What you will do | Your answer consists of the lines in the data that contain "Підкови". Copy each of them.

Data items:
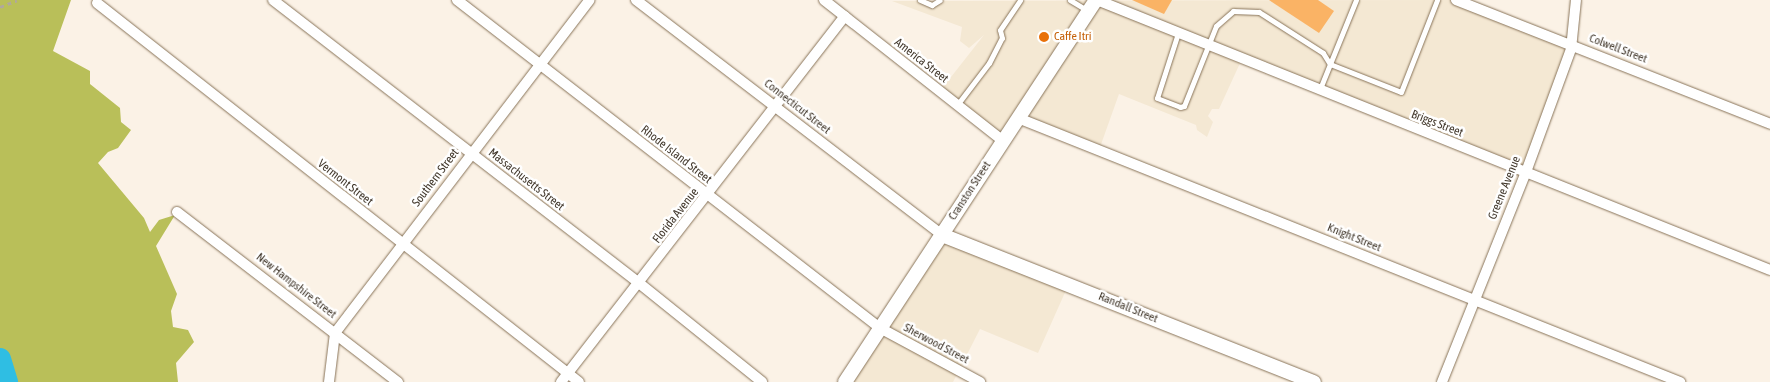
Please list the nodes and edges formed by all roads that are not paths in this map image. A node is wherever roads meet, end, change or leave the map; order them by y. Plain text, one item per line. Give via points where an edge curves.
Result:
1 (273, 0) edge
2 (457, 0) edge
3 (590, 0) edge
4 (636, 0) edge
5 (824, 0) edge
6 (920, 0) edge
7 (940, 0) edge
8 (1020, 0) edge
9 (1070, 0) edge
10 (1356, 0) edge
11 (1437, 0) edge
12 (1456, 0) edge
13 (1576, 0) edge
14 (97, 3) dead end
15 (1094, 4) edge
16 (844, 16) junction
17 (1178, 33) junction
18 (1571, 45) junction
19 (1208, 46) junction
20 (1330, 64) junction
21 (539, 65) junction
22 (1319, 91) junction
23 (957, 105) junction
24 (776, 106) junction
25 (1018, 118) junction
26 (1770, 124) edge
27 (1003, 141) junction
28 (471, 152) junction
29 (1526, 172) junction
30 (708, 195) junction
31 (177, 212) dead end
32 (942, 235) junction
33 (403, 243) junction
34 (1770, 270) edge
35 (640, 283) junction
36 (1473, 300) junction
37 (880, 328) junction
38 (335, 333) junction
39 (568, 373) junction
40 (329, 382) edge
41 (398, 382) edge
42 (561, 382) edge
43 (579, 382) edge
44 (762, 382) edge
45 (845, 382) edge
46 (980, 382) edge
47 (1314, 382) edge
48 (1442, 382) edge
49 (1680, 382) edge

1 - 28 street, Massachusetts Street
2 - 21 street, Rhode Island Street
3 - 21 street, Southern Street
4 - 24 street, Connecticut Street
5 - 16 street, America Street
6 - 7 lane via 932,5
8 - 23 lane via 1000,30 1002,38 989,62
9 - 15 lane
10 - 20 lane
11 - 20 lane via 1401,92
12 - 18 street, Colwell Street
13 - 18 street, Greene Avenue
14 - 33 street, Vermont Street
15 - 17 street, Briggs Street
15 - 25 main road, Cranston Street
16 - 23 street, America Street
16 - 24 street, Florida Avenue
17 - 19 street, Briggs Street
17 - 19 lane via 1157,98 1184,106
18 - 26 street, Colwell Street
18 - 29 street, Greene Avenue
19 - 20 lane via 1216,26 1233,10 1259,12 1323,53
19 - 22 street, Briggs Street
20 - 22 lane
21 - 28 street, Southern Street
21 - 30 street, Rhode Island Street
22 - 29 street, Briggs Street
23 - 27 street, America Street
24 - 30 street, Florida Avenue
24 - 32 street, Connecticut Street
25 - 27 main road, Cranston Street
25 - 36 street, Knight Street
27 - 32 main road, Cranston Street
28 - 33 street, Southern Street
28 - 35 street, Massachusetts Street
29 - 34 street, Briggs Street
29 - 36 street, Greene Avenue
30 - 35 street, Florida Avenue
30 - 37 street, Rhode Island Street
31 - 38 street, New Hampshire Street
32 - 37 main road, Cranston Street
32 - 47 main road, Randall Street
33 - 38 street, Southern Street
33 - 39 street, Vermont Street
35 - 39 street, Florida Avenue
35 - 44 street, Massachusetts Street
36 - 48 street, Greene Avenue
36 - 49 street, Knight Street
37 - 45 main road, Cranston Street
37 - 46 street, Sherwood Street
38 - 40 street
38 - 41 street, New Hampshire Street
39 - 42 street, Florida Avenue
39 - 43 street, Vermont Street

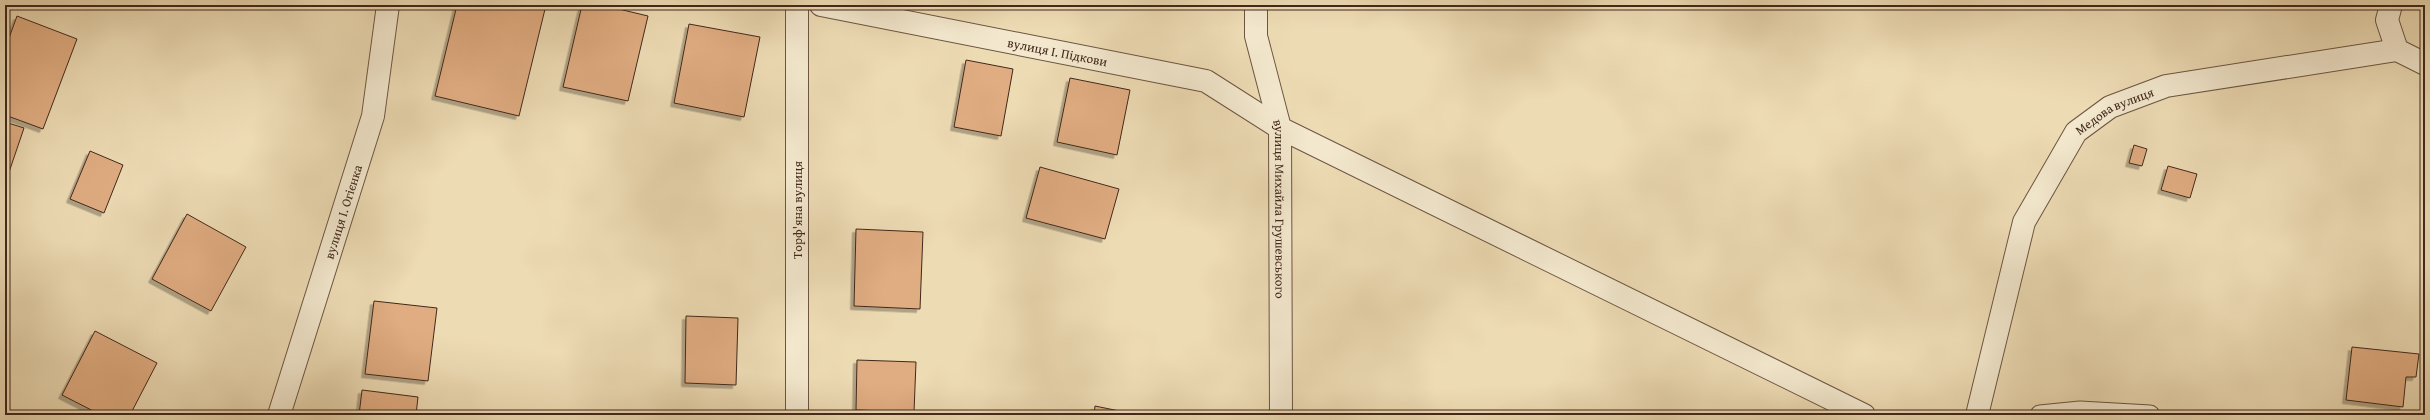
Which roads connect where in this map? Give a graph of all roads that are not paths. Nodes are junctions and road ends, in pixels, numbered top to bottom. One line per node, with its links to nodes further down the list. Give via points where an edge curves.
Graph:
1 (388, 5): 9 (street, вулиця І. Огієнка, via 373,116)
2 (797, 5): 10 (street, Торф'яна вулиця)
3 (821, 5): 8 (street, вулиця І. Підкови, via 1206,81)
4 (1256, 5): 8 (street, вулиця Михайла Грушевського, via 1256,36)
5 (2391, 5): 6 (street, via 2387,20)
6 (2397, 50): 7 (street); 13 (street, Медова вулиця, via 2166,86 2110,107 2076,132 2024,222)
7 (2425, 64)
8 (1280, 128): 11 (street, вулиця Михайла Грушевського); 12 (street, вулиця І. Підкови)
9 (279, 415)
10 (797, 415)
11 (1282, 415)
12 (1864, 415)
13 (1977, 415)
14 (2040, 415): 15 (lane, via 2080,411)
15 (2150, 415)

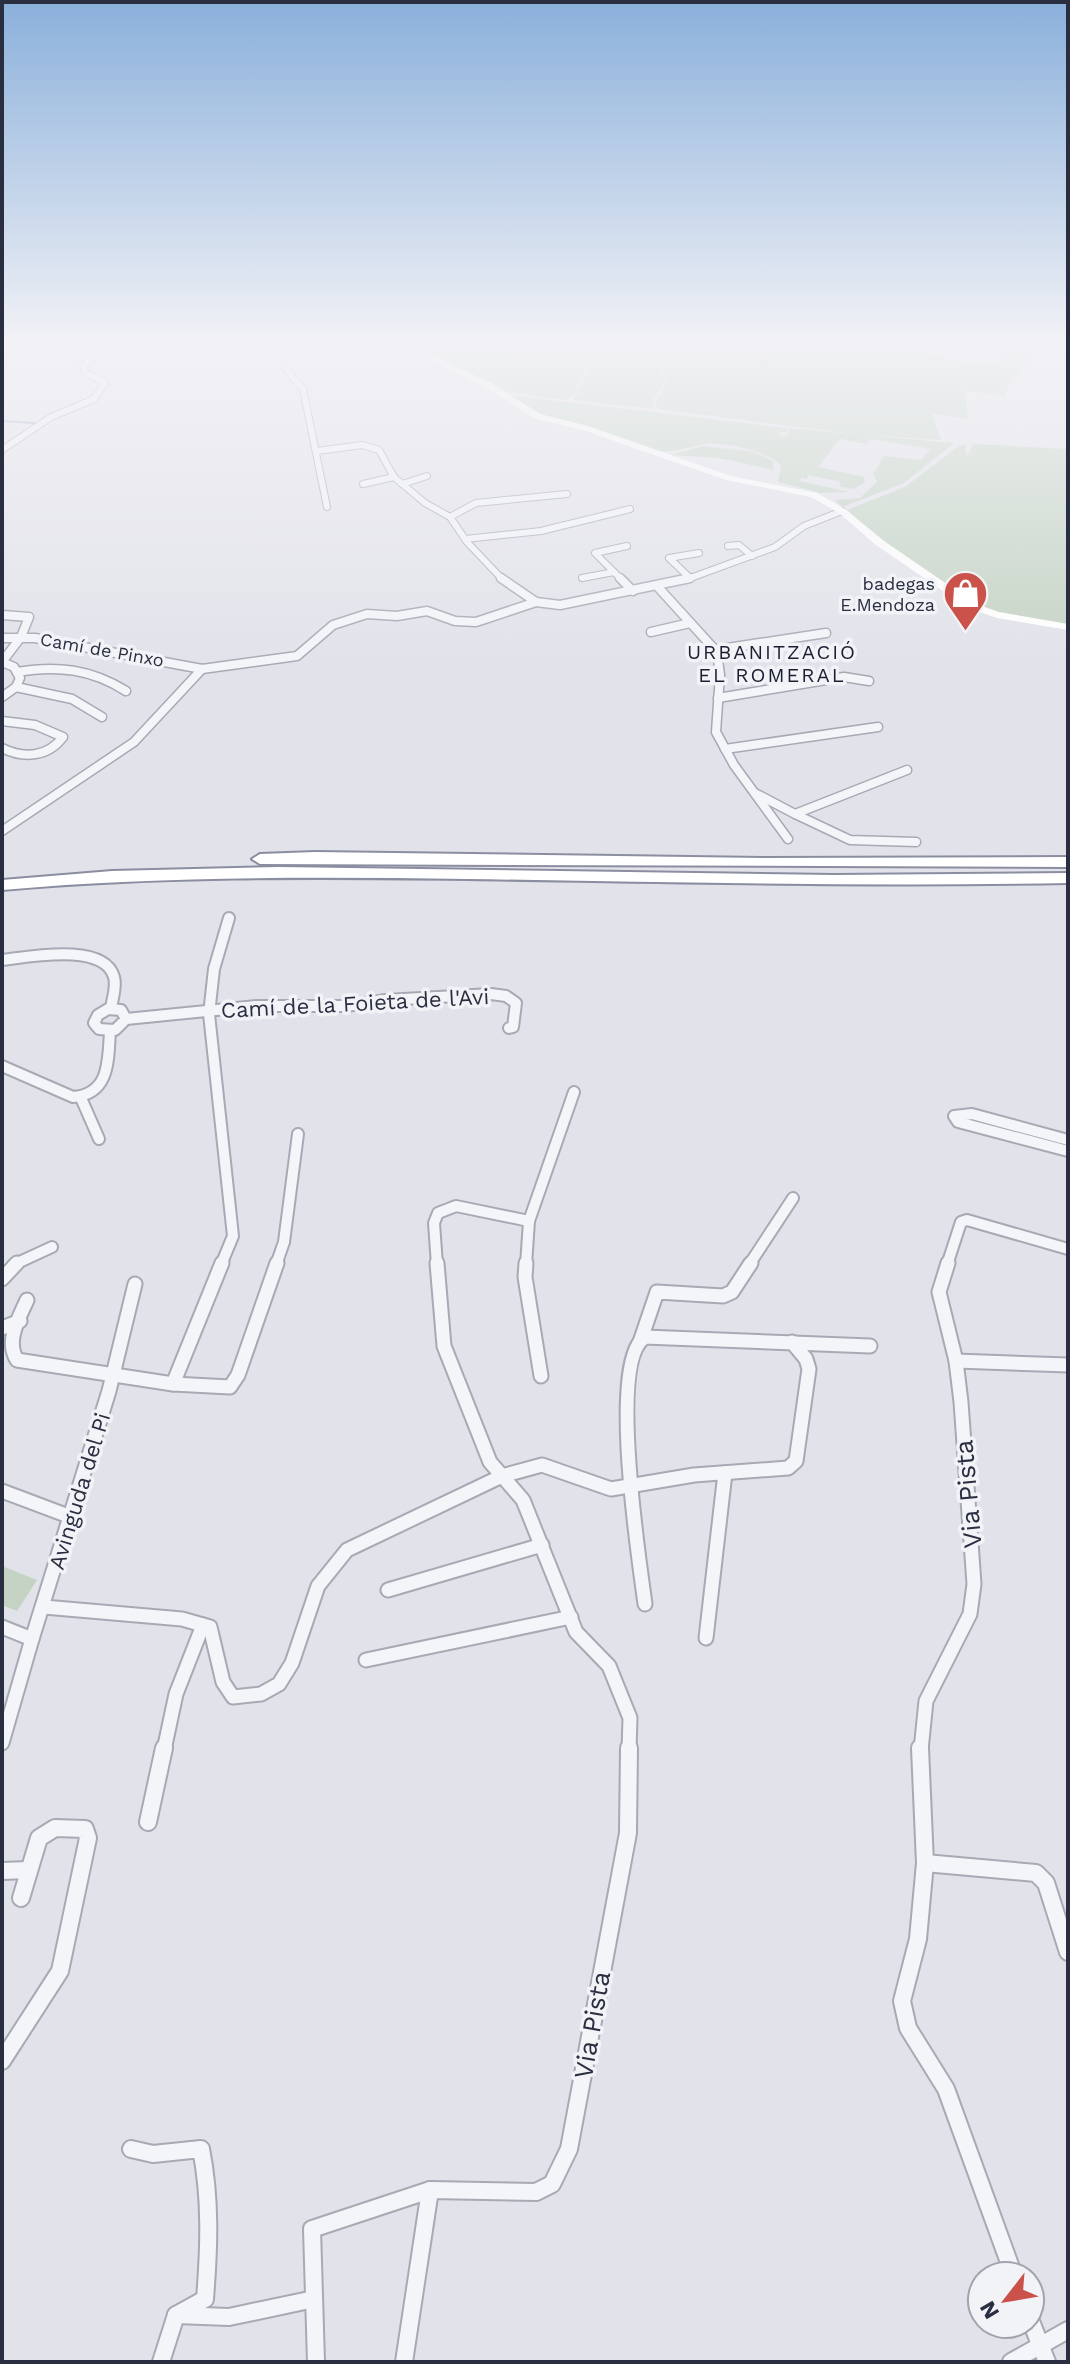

Answer section |
3 (821, 5): 8 (street, вулиця І. Підкови, via 1206,81)
8 (1280, 128): 11 (street, вулиця Михайла Грушевського); 12 (street, вулиця І. Підкови)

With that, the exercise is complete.